In the present study we found a positive, although non-significant trend, between knee complaints and premature exclusion from a knee demanding occupation. We did not follow floor layers from their first year in the trade but re-examined a cross-sectional sample including floor layers that had worked in the trade for many years. A bias towards the null because of the well-described healthy worker effect is very likely. The fact that 28 floor layers already had left their trade in year 1994/95 is consistent with this assumption. Questionnaire reports in 1994/95 from these individuals showed that 20% of the floor layers and 4% of graphic designers had been re-educated in another occupation due to knee troubles. Exclusion from the trade may occur at a lower seniority among many floor layers compared to participants included in this study (seniority (average) in 2005 29.4–34.9 years). Therefore, having knee complaints it may not be easy to survive in a knee demanding trade. In earlier studies physical work strains such as lifting and uncomfortable work postures has been found to be associated with early retirement, which support the results from the current study [17, 18].
As demonstrated in this follow-up survey, floor layers have a high frequency of knee complaints compared with workers without knee demanding work activities in their work tasks. Earlier studies among floor layers have shown similar results with high frequencies of musculoskeletal complaints, especially knee complaints [8–12]. However, in spite of the increasing age of the cohort the frequency of self-reported knee complaints was in general lower among floor layers presently at work in the trade in year 2005 compared with the frequency at baseline (1995), while the opposite tendency was seen among graphic designers. This could indicate a healthy worker effect among floor layers and moreover, that graphic designers may have an increased possibility to survive in the trade with knee troubles . Knee complaints may therefore be a risk factor of premature resignation from a trade, which involves knee demands and/or other physical work demands and a surviving factor in trades with few physical demands (graphic designers).
In order to prevent occupational musculoskeletal disorders, wearing-down and exclusion from the trade, major efforts have been made during the last ten years to reduce the daily amount of knee straining work activities among Danish floor layers. Among other things, innovations such as the development of tools that can be used in the upright working position have been enhanced and to some extent implemented in the floor layers work tasks . Among those using the equipment, results have shown that particularly severe knee complaints can be reduced and furthermore the effect is greater the longer the equipment have been used . In the light of the reduced frequency of knee complaints observed among floor layers presently at work in the trade in year 2005, this may indicate a certain extent of efficient prevention.
Apart from occupational hazards, it is evident that other aspects also affect the risk of exclusion or early retirement from the labour marked. Previous studies have ruled out the importance of other determinants that may contribute to the disability risk, such as individual factors (physical and psychological health status) and socio-economic conditions [17, 22].
During the period 1994/95–2005 the graphic subject area has been affected by structural changes, which have caused a high degree of unemployment and forced many graphic designers into other jobs and trades. Among graphic designers, these structural changes had a strong implication on future exclusion from the trade.

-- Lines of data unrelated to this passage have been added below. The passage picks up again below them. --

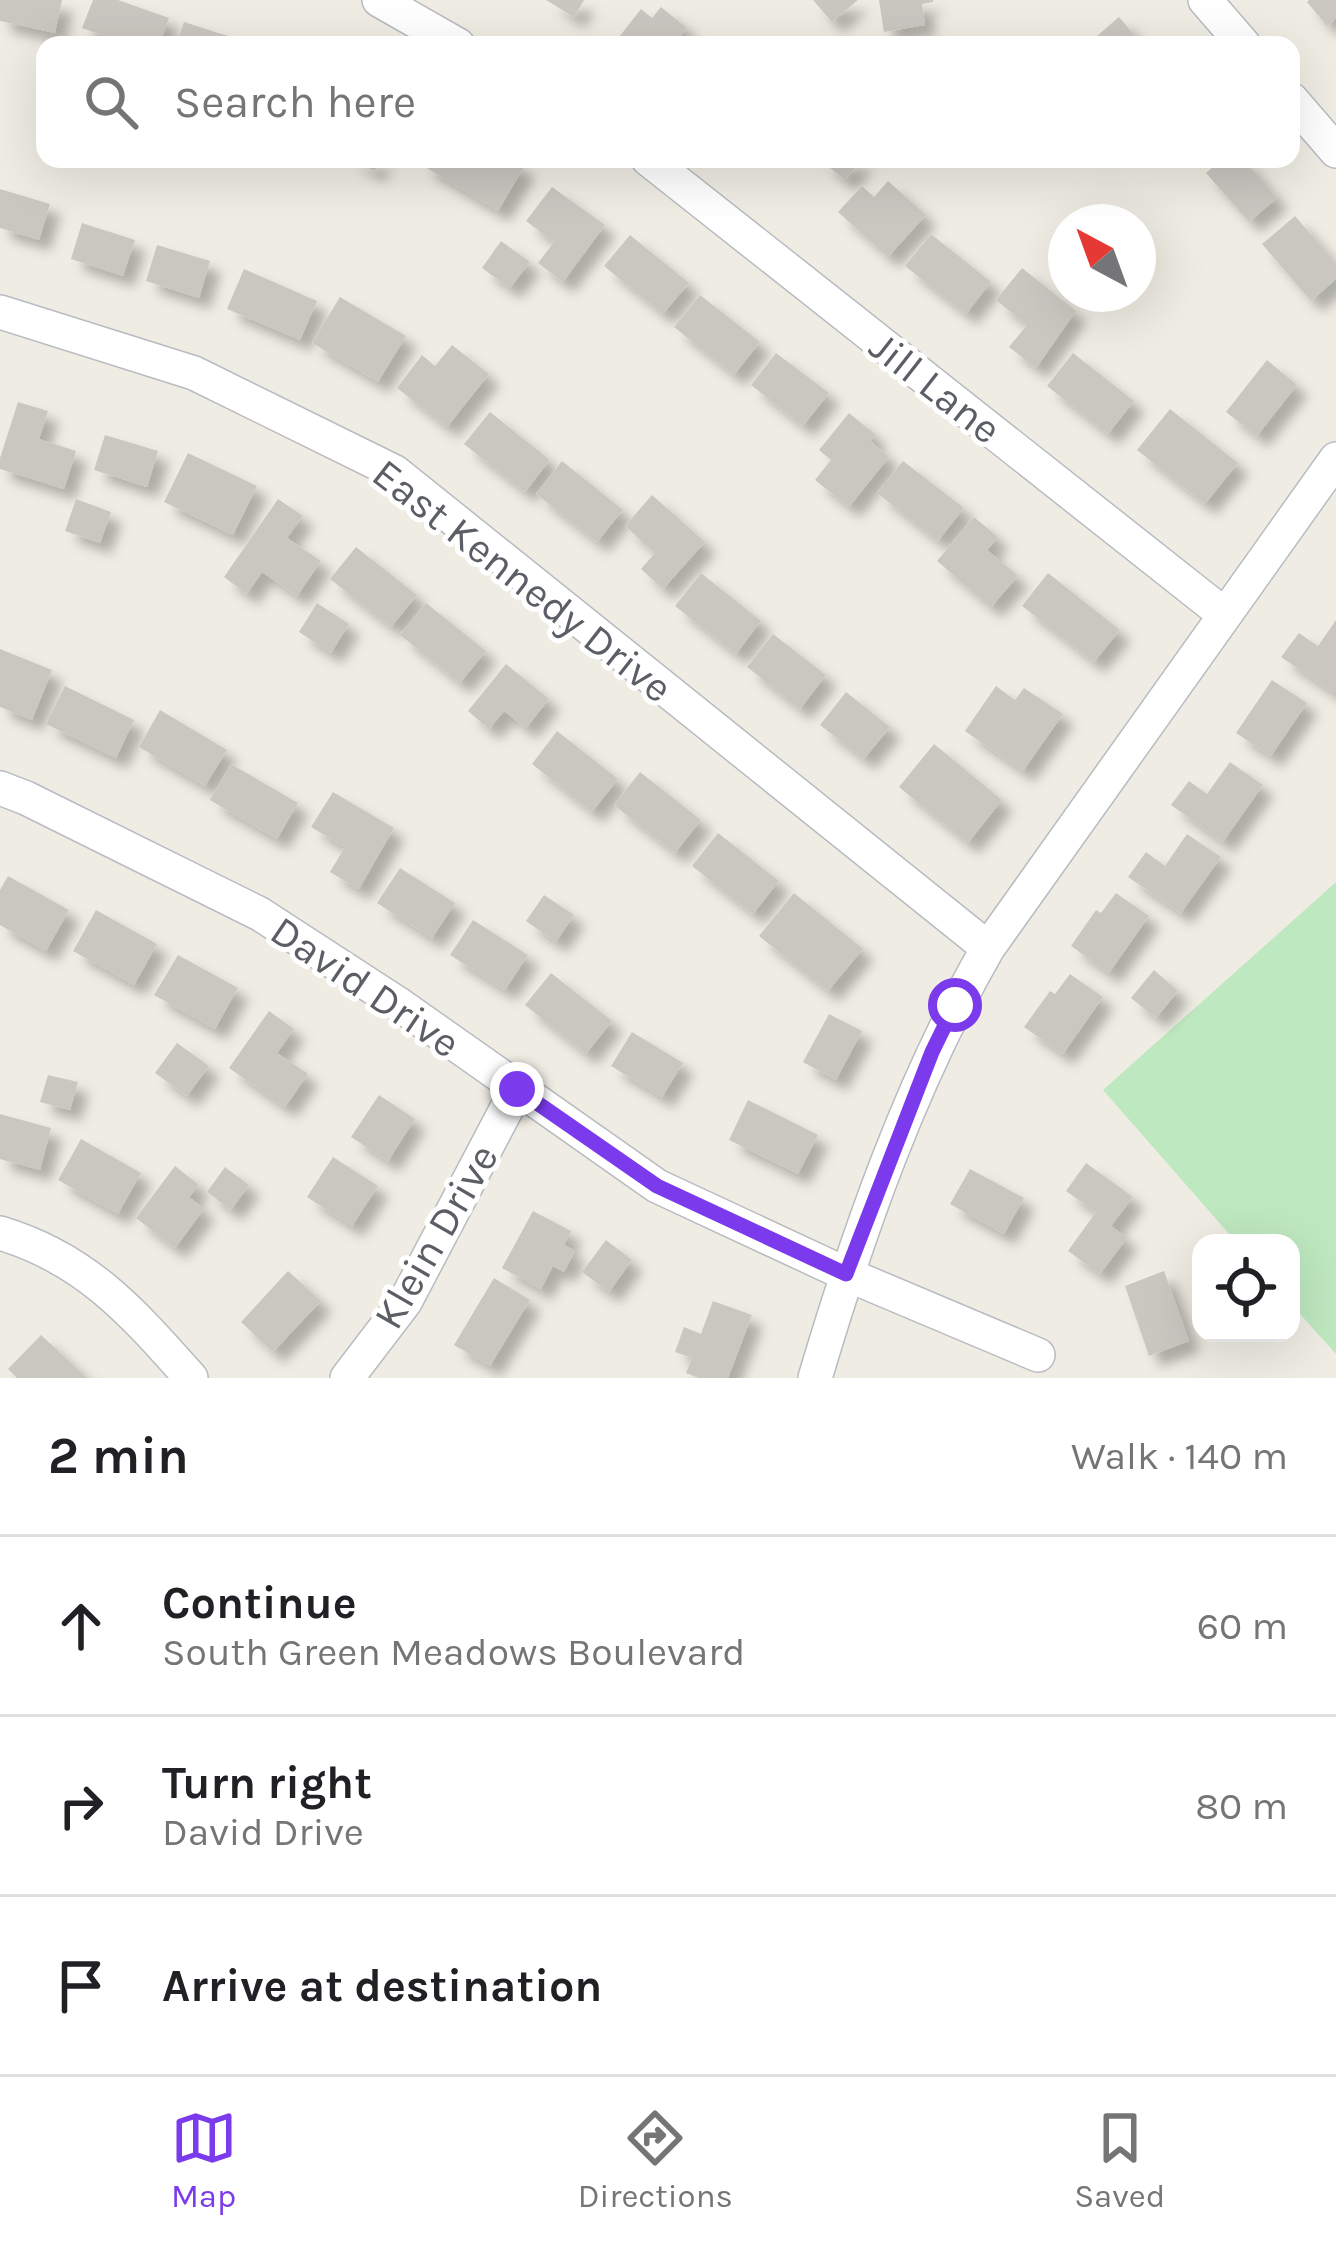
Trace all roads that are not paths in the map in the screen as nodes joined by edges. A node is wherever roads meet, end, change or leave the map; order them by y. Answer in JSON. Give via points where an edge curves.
{"nodes":[{"id":1,"x":382,"y":0,"type":"edge"},
{"id":2,"x":1205,"y":0,"type":"edge"},
{"id":3,"x":443,"y":36,"type":"edge"},
{"id":4,"x":1236,"y":36,"type":"edge"},
{"id":5,"x":1300,"y":109,"type":"edge"},
{"id":6,"x":1336,"y":151,"type":"edge"},
{"id":7,"x":659,"y":168,"type":"edge"},
{"id":8,"x":0,"y":312,"type":"edge"},
{"id":9,"x":1336,"y":459,"type":"edge"},
{"id":10,"x":1225,"y":615,"type":"junction"},
{"id":11,"x":0,"y":788,"type":"edge"},
{"id":12,"x":988,"y":948,"type":"junction"},
{"id":13,"x":517,"y":1089,"type":"junction"},
{"id":14,"x":0,"y":1232,"type":"edge"},
{"id":15,"x":846,"y":1274,"type":"junction"},
{"id":16,"x":1038,"y":1354,"type":"dead end"},
{"id":17,"x":191,"y":1378,"type":"edge"},
{"id":18,"x":347,"y":1378,"type":"edge"},
{"id":19,"x":815,"y":1378,"type":"edge"}],
"edges":[{"from":1,"to":3,"type":"street"},
{"from":2,"to":4,"type":"street"},
{"from":5,"to":6,"type":"street"},
{"from":7,"to":10,"type":"street","name":"Jill Lane"},
{"from":8,"to":12,"type":"street","name":"East Kennedy Drive","via":[[194,373],[395,472]]},
{"from":9,"to":10,"type":"street"},
{"from":10,"to":12,"type":"street"},
{"from":11,"to":13,"type":"street","name":"David Drive","via":[[260,914]]},
{"from":12,"to":15,"type":"street","via":[[932,1052]]},
{"from":13,"to":15,"type":"street","name":"David Drive","via":[[657,1186]]},
{"from":13,"to":18,"type":"street","name":"Klein Drive","via":[[405,1302]]},
{"from":14,"to":17,"type":"street","via":[[93,1278]]},
{"from":15,"to":16,"type":"street","name":"David Drive"},
{"from":15,"to":19,"type":"street"}]}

The overall response rate to the questionnaire was acceptable but there may be a risk of interview bias among those contacted by phone. To minimize this, a trained interviewer made all the interviews using a structured guide closely corresponding to the postal questionnaire. Using self-reported data there may additionally be a risk of information bias, e.g. subjects with a previous history of knee problems may have a tendency to respond more readily and accurate than those without . By comparing the answers from questionnaire and interview respondents there was a slightly lower frequency of knee complaints among those who were contacted by phone (but not significant), why the influence of interview bias is considered to be negligible.
In regard to potential confounders we have adjusted the results for some important determinants of self-reported knee complaints, such as seniority, earlier knee injuries and weight (BMI).
We have managed to obtain information's from the majority of the baseline cohort despite a very high occupational mobility among study subjects in both trades. However, a limitation of the present study is the small size of the study population, which may affect the precision of the results and confidence intervals. Subjects aged > 70 years in 2005 were excluded from the follow-up study. In Denmark workers can retire at the age of 60 years. Even if possible to stay at work after the age of 60 years it happens very seldom among construction workers and the risk of missing information owing to these reasons may be small.